We are very pleased about the interest and the debate elicited by our article,1 and we read with attention the letters to the editor from both Tacke et al. and from Fujita. In our article1 we showed an association between elevated retinol-binding protein 4 (RBP4) levels and steatosis only in genotype 1 chronic hepatitis C (G1 CHC) patients, largely independent of obesity and the degree of insulin resistance. In contrast, in nonalcoholic fatty liver disease (NAFLD) the elevated RBP4 levels were more closely associated with insulin resistance and obesity, in keeping with a general metabolic disorder. We did not find any correlation between RBP4 serum levels and liver fibrosis.
Tacke et al., considering that the liver is the major source of circulating RBP4, suggest that our results could be affected by the severity of liver disease. In particular, the authors showed that, in a heterogeneous cohort of 111 patients with chronic liver disease (CLD) of different etiology (viral, biliary/autoimmune, alcohol, other) and at different stage of disease (16% no cirrhosis, 32% Child A, 52% Child B and C), referred for liver transplantation, serum RBP4 significantly decreased with the stage of cirrhosis and correlated with liver function tests.2
In response to Tacke et al., we would like to emphasize that in our study we included only fully compensated patients with G1 CHC or NAFLD. Differences in etiology of liver disease and in the baseline severity of the illness among the two studies may explain these discrepancies.
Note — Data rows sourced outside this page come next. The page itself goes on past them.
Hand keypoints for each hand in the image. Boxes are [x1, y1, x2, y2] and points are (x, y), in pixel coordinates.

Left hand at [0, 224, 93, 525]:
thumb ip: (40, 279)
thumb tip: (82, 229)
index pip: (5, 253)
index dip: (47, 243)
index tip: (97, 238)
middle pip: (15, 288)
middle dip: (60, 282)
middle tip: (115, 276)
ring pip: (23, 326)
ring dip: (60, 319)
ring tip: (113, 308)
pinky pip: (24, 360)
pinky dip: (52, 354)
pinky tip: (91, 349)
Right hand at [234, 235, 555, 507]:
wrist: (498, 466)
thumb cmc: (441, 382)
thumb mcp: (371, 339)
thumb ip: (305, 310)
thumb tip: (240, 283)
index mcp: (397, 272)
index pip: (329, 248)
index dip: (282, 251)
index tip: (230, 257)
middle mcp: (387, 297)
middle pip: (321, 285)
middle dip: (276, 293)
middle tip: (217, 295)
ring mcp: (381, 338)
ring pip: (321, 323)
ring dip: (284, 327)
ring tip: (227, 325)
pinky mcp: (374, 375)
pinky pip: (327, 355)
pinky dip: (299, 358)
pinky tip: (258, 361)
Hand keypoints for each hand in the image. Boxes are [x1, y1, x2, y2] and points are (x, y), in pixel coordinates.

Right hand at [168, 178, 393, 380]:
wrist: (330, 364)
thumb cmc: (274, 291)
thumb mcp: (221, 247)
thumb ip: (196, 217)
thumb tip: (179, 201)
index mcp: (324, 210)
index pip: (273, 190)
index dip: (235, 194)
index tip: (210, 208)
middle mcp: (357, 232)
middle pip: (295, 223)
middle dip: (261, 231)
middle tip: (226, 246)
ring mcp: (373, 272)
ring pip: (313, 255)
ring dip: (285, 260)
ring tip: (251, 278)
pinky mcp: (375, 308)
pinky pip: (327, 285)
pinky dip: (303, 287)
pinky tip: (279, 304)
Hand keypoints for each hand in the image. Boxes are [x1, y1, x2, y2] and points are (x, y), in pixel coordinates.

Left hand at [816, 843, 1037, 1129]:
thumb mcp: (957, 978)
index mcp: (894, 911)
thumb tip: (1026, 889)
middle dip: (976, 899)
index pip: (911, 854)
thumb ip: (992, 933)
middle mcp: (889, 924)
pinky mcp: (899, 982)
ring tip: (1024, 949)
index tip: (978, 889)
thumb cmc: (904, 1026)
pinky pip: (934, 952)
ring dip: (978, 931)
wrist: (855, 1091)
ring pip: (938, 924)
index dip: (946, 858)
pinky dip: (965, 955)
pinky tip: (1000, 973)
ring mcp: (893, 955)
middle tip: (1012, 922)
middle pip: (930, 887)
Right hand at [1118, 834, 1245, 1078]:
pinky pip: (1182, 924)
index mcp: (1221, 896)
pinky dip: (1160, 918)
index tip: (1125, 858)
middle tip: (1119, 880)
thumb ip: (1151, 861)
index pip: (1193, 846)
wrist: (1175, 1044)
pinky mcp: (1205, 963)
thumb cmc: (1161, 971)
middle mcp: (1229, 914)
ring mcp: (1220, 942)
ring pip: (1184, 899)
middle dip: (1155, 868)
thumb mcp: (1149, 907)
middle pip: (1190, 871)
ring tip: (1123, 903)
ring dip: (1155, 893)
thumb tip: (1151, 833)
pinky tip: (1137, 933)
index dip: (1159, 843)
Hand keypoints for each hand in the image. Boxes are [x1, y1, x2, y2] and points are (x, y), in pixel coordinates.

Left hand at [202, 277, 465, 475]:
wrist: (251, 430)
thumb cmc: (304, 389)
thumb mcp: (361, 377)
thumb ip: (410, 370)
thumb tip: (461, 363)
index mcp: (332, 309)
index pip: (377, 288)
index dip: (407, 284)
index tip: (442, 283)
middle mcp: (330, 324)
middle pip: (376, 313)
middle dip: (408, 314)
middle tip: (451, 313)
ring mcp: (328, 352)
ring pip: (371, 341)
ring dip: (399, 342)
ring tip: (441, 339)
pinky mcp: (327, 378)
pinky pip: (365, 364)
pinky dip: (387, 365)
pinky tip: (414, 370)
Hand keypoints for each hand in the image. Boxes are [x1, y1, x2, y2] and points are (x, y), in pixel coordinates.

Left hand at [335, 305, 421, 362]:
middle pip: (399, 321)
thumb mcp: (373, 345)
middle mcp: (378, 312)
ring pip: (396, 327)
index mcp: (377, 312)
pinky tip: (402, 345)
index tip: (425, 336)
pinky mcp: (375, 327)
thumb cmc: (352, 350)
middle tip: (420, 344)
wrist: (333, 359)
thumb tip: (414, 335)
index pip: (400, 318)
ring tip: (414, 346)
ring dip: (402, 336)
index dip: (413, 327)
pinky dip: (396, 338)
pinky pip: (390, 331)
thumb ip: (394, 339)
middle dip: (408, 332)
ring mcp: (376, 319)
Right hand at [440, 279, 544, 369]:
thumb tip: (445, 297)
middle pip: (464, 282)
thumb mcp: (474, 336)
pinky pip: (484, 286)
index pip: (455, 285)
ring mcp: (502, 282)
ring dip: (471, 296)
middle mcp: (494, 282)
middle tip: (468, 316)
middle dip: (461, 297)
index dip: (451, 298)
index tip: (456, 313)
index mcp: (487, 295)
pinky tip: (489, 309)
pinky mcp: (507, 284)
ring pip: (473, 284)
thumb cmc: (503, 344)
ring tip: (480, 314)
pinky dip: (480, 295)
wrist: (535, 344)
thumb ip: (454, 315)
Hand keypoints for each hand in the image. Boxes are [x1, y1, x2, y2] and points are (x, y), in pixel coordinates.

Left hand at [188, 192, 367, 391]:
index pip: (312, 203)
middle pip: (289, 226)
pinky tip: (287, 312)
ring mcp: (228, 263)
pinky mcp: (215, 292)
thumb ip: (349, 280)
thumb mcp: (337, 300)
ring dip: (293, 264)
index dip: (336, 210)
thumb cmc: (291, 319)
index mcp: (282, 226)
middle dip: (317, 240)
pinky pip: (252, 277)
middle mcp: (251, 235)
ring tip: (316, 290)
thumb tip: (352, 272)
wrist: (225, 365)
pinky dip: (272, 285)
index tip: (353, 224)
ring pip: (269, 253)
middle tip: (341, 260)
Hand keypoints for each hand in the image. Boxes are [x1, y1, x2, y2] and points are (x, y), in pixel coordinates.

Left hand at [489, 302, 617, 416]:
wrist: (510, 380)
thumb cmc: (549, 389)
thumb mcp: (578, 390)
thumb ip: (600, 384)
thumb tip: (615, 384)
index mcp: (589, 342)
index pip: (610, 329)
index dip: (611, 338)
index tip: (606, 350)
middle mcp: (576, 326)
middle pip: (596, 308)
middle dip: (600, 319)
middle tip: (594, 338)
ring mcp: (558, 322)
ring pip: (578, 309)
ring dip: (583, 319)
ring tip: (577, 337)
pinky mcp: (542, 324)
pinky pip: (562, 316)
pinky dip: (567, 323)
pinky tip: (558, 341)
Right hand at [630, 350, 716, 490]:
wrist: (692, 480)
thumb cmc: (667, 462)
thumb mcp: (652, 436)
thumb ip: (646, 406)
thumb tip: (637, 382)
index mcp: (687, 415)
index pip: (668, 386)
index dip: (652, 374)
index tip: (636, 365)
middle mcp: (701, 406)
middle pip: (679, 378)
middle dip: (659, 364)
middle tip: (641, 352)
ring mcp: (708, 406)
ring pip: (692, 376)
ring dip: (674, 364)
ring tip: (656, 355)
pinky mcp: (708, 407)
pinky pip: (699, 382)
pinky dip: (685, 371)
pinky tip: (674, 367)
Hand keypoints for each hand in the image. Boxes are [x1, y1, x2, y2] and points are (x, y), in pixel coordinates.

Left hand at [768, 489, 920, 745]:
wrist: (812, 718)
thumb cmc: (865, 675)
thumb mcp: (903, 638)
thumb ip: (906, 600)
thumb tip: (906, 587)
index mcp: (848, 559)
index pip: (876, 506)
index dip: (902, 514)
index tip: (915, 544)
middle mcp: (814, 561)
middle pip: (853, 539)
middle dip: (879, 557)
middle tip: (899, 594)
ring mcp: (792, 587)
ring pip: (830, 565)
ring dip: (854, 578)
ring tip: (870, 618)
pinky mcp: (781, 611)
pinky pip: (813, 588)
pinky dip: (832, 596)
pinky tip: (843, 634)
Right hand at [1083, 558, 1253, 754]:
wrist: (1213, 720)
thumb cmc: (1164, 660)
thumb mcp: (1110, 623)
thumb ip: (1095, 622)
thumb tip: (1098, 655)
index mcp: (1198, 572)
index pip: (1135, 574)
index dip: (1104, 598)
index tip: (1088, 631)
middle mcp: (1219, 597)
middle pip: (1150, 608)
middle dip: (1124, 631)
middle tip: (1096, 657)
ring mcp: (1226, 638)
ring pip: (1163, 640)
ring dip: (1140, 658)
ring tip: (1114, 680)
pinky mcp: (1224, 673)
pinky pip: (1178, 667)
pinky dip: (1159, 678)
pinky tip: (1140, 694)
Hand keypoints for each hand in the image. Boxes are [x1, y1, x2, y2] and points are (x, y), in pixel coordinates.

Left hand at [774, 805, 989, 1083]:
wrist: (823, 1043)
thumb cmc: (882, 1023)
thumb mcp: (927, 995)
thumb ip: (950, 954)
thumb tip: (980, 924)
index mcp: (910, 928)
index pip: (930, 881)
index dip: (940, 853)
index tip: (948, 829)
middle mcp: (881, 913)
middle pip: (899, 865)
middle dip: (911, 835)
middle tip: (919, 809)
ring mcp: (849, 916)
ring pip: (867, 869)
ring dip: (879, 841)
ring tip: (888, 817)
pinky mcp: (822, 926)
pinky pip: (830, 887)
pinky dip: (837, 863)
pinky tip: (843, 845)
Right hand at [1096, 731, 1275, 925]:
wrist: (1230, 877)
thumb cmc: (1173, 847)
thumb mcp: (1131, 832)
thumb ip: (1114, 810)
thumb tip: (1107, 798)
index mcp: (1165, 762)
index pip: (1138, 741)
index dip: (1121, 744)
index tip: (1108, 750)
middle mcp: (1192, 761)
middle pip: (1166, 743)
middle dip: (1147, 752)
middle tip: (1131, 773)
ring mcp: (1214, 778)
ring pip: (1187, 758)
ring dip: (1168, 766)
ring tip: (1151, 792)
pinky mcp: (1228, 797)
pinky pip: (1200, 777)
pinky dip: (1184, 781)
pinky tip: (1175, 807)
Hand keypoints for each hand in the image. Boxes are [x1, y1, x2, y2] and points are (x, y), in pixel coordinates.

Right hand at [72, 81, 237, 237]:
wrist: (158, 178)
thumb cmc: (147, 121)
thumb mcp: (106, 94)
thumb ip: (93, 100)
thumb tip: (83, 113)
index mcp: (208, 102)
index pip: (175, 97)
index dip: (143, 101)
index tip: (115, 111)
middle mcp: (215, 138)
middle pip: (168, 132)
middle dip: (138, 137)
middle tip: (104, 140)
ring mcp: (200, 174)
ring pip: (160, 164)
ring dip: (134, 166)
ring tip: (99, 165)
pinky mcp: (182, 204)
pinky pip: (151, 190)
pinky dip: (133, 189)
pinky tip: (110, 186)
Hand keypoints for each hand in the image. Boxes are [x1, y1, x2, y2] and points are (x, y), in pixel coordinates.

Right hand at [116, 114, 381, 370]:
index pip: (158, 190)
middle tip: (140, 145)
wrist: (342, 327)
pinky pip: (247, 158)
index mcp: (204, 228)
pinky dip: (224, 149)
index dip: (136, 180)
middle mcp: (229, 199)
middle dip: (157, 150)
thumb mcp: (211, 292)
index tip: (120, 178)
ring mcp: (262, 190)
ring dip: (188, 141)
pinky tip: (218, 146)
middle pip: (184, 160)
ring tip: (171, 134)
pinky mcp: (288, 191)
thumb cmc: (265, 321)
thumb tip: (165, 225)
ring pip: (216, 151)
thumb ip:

We agree with Tacke et al. that hepatic RBP4 production is clearly reduced in Child B and C cirrhosis.2, 3 On the other hand, conflicting data exist on RBP4 expression in compensated Child A cirrhosis. In this setting, Yagmur et al.2 showed a significant RBP4 reduction compared to controls, whereas a similar expression was identified by Bahr et al.3 Therefore, we think that the actual evidences are sufficient to conclude that liver function may have a significant impact on the assessment of RBP4 serum levels only in patients with decompensated liver disease, although more data are needed in compensated liver disease. We agree with Tacke et al. that a methodological issue arises in the potential limitation of the generalizability of our results to new population and setting. Our study included a cohort of nondiabetic European patients with fully compensated CLD due to hepatitis C virus (HCV) or NAFLD (only one patient with HCV infection had histological cirrhosis) limiting the broad application of the results. Further large-scale prospective studies conducted in populations with different etiologies and different liver functions may prove useful to clarify the role of RBP4 in CLD.
Tacke et al. performed an additional analysis on their published population2 and did not confirm that serum RBP4 levels increase according to the severity of the steatosis, as shown in our study.1 However, the lack of this association in a cohort of patients in which only 28% had postviral cirrhosis due to hepatitis B virus or HCV infection does not conflict with our results. In fact, we did not identify a link between RBP4 levels and steatosis in NAFLD, but only in G1 CHC, and hypothesized that: (1) genotype 1 HCV might directly induce the hepatic overexpression of RBP4, independently of necroinflammation and fibrosis, and (2) this protein may in turn have an important role in the control of hepatic fat infiltration.1 This hypothesis could be further confirmed by our preliminary and unpublished data showing an overexpression of RBP4 compared to controls in the liver of G1 CHC subjects according to degree of steatosis, independent of inflammation and fibrosis, and not observed in NAFLD.
Concerning the methodological question of Fujita, it is well known that in multiple logistic regression models it is possible to include as independent variables both qualitative and quantitative variables. We chose to include the Homeostasis Model Assessment as quantitative variable because there is no general agreement about which cutoff should be used. In fact, this cutoff depends on the distribution of insulin resistance in the referral general population. Finally, replacing in the logistic model all the continuous variables with categorical variables makes no material difference to the findings.
Regarding the other questions of Fujita, we think that: (1) genotype 1 HCV might directly induce the hepatic overexpression of RBP4, independent of necroinflammation and fibrosis, which explains the higher RBP4 values compared to controls, and (2) RBP4 liver production is reduced only in patients with decompensated liver disease.